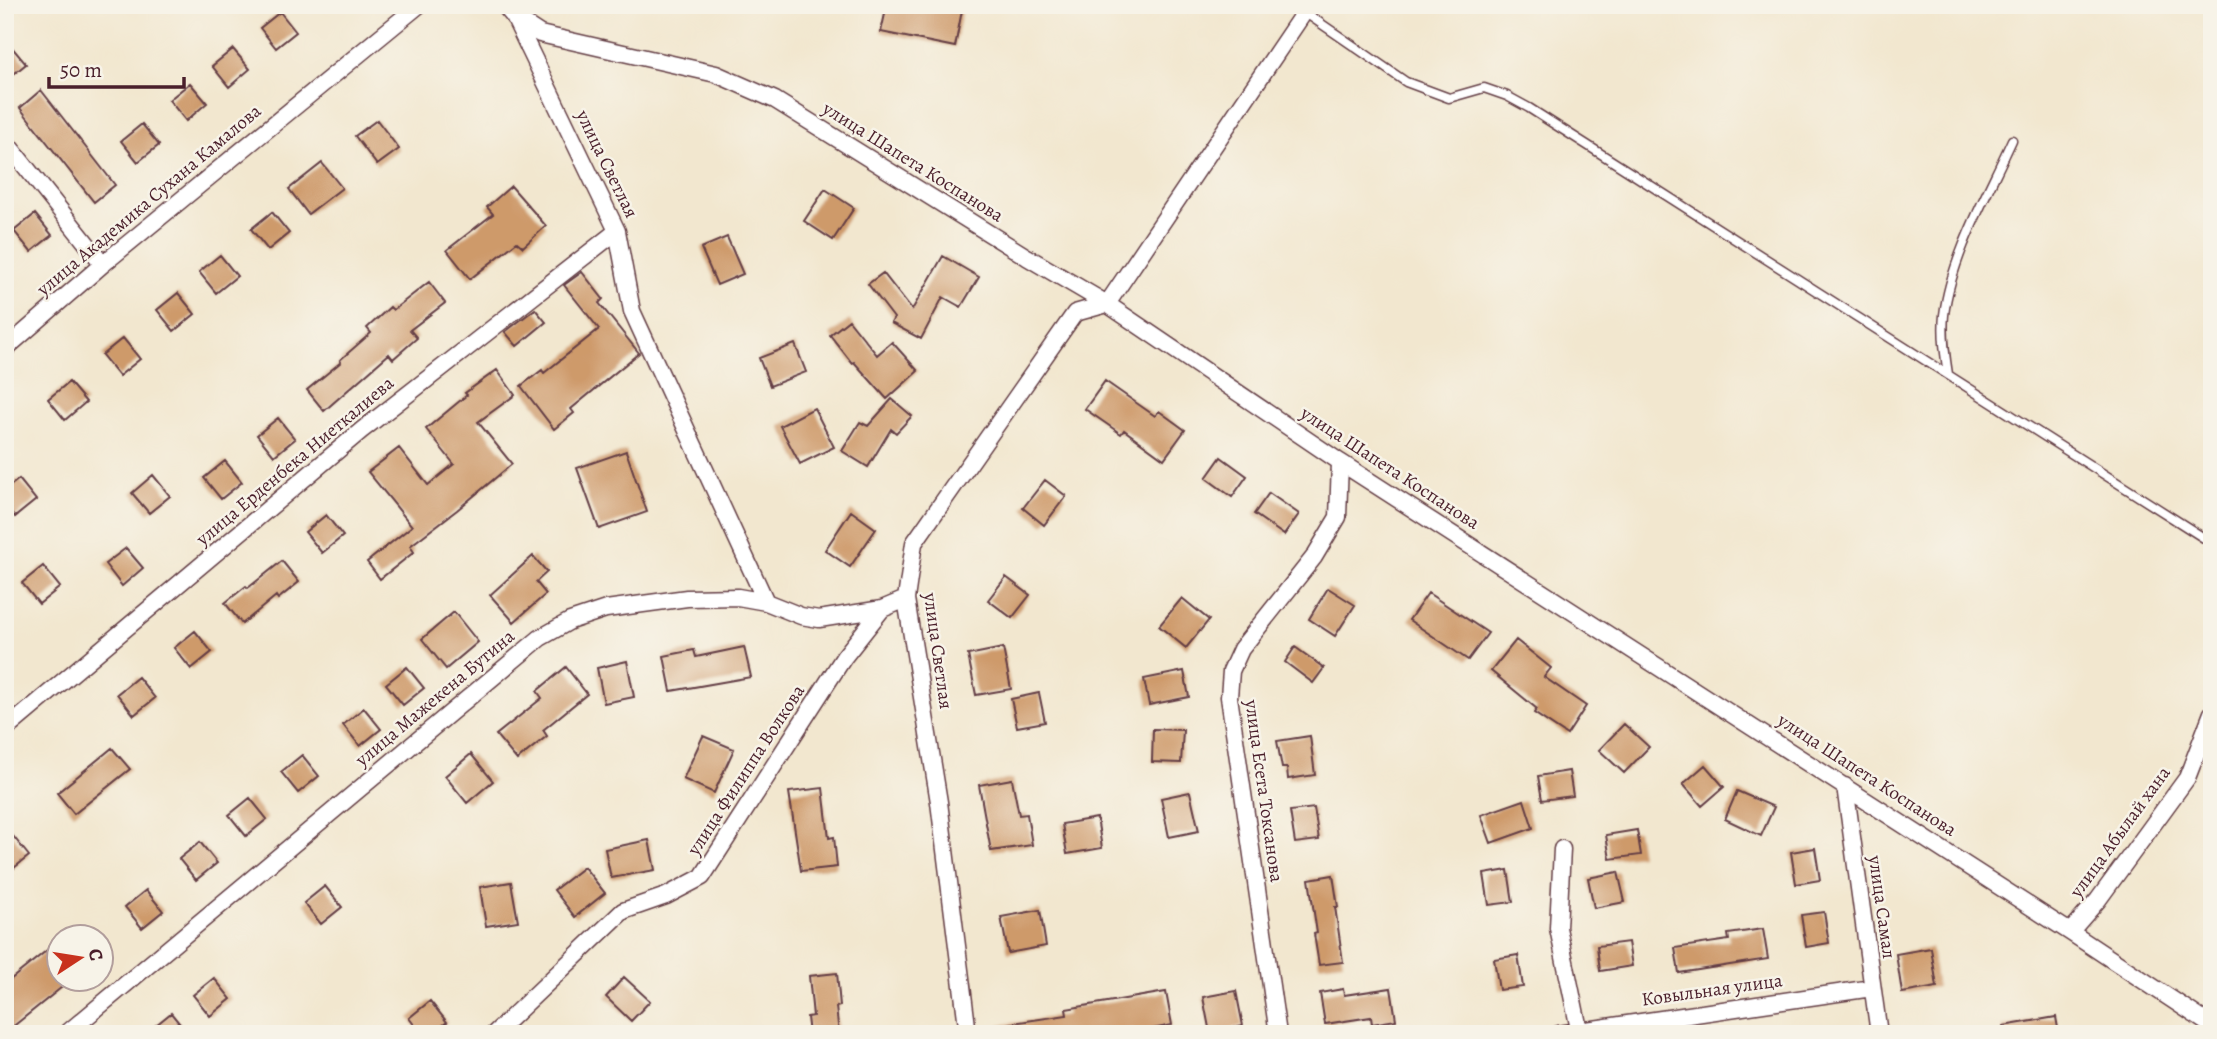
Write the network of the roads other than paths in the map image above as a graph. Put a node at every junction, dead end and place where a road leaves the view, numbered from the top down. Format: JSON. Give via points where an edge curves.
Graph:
{"nodes":[{"id":1,"x":419,"y":5,"type":"edge"},
{"id":2,"x":1302,"y":8,"type":"edge"},
{"id":3,"x":509,"y":11,"type":"edge"},
{"id":4,"x":2012,"y":140,"type":"dead end"},
{"id":5,"x":5,"y":141,"type":"edge"},
{"id":6,"x":617,"y":231,"type":"junction"},
{"id":7,"x":103,"y":264,"type":"junction"},
{"id":8,"x":1107,"y":304,"type":"junction"},
{"id":9,"x":5,"y":349,"type":"edge"},
{"id":10,"x":1948,"y":374,"type":"junction"},
{"id":11,"x":1340,"y":462,"type":"junction"},
{"id":12,"x":2204,"y":538,"type":"dead end"},
{"id":13,"x":906,"y":599,"type":"junction"},
{"id":14,"x":766,"y":602,"type":"junction"},
{"id":15,"x":882,"y":609,"type":"junction"},
{"id":16,"x":2212,"y":713,"type":"edge"},
{"id":17,"x":5,"y":730,"type":"edge"},
{"id":18,"x":1845,"y":786,"type":"junction"},
{"id":19,"x":1562,"y":849,"type":"dead end"},
{"id":20,"x":2070,"y":932,"type":"junction"},
{"id":21,"x":1872,"y":988,"type":"junction"},
{"id":22,"x":2212,"y":1026,"type":"edge"},
{"id":23,"x":1580,"y":1032,"type":"edge"},
{"id":24,"x":66,"y":1034,"type":"edge"},
{"id":25,"x":494,"y":1034,"type":"edge"},
{"id":26,"x":968,"y":1034,"type":"edge"},
{"id":27,"x":1278,"y":1034,"type":"edge"},
{"id":28,"x":1559,"y":1034,"type":"edge"},
{"id":29,"x":1879,"y":1034,"type":"edge"}],
"edges":[{"from":1,"to":7,"type":"street","name":"улица Академика Сухана Камалова"},
{"from":2,"to":8,"type":"street"},
{"from":2,"to":10,"type":"lane","via":[[1406,82],[1449,98],[1484,88],[1529,108]]},
{"from":3,"to":6,"type":"street","name":"улица Светлая"},
{"from":3,"to":8,"type":"street","name":"улица Шапета Коспанова","via":[[540,34],[716,74],[775,100]]},
{"from":4,"to":10,"type":"lane","via":[[1949,287],[1943,339]]},
{"from":5,"to":7,"type":"street"},
{"from":6,"to":14,"type":"street","name":"улица Светлая","via":[[632,311]]},
{"from":6,"to":17,"type":"street","name":"улица Ерденбека Ниеткалиева","via":[[362,430]]},
{"from":7,"to":9,"type":"street","name":"улица Академика Сухана Камалова"},
{"from":8,"to":11,"type":"street","name":"улица Шапета Коспанова"},
{"from":8,"to":13,"type":"street","name":"улица Светлая","via":[[1075,313],[914,543]]},
{"from":10,"to":12,"type":"lane"},
{"from":11,"to":18,"type":"street","name":"улица Шапета Коспанова"},
{"from":11,"to":27,"type":"street","name":"улица Есета Токсанова","via":[[1338,517],[1314,557],[1241,649],[1231,671],[1229,697]]},
{"from":13,"to":15,"type":"street","name":"улица Мажекена Бутина"},
{"from":13,"to":26,"type":"street","name":"улица Светлая","via":[[939,802]]},
{"from":14,"to":15,"type":"street","name":"улица Мажекена Бутина","via":[[819,619]]},
{"from":14,"to":24,"type":"street","name":"улица Мажекена Бутина","via":[[716,596],[606,609],[540,638]]},
{"from":15,"to":25,"type":"street","name":"улица Филиппа Волкова","via":[[844,657],[702,877],[623,911]]},
{"from":16,"to":20,"type":"street","name":"улица Абылай хана","via":[[2188,778]]},
{"from":18,"to":20,"type":"street","name":"улица Шапета Коспанова"},
{"from":18,"to":21,"type":"street","name":"улица Самал"},
{"from":19,"to":23,"type":"street","via":[[1558,928]]},
{"from":20,"to":22,"type":"street","name":"улица Шапета Коспанова"},
{"from":21,"to":23,"type":"street","name":"Ковыльная улица"},
{"from":21,"to":29,"type":"street","name":"улица Самал"},
{"from":23,"to":28,"type":"street","name":"Ковыльная улица"}]}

┄┄┄┄┄┄┄┄┄┄┄┄┄┄┄┄┄┄┄┄

- _WHAT YOU ARE ASKED TO DO_: In the entries above, find each line that has the word "Академика". Copy it.

- _SOLUTION FOR THIS TASK_:
"edges":[{"from":1,"to":7,"type":"street","name":"улица Академика Сухана Камалова"},
{"from":7,"to":9,"type":"street","name":"улица Академика Сухана Камалова"},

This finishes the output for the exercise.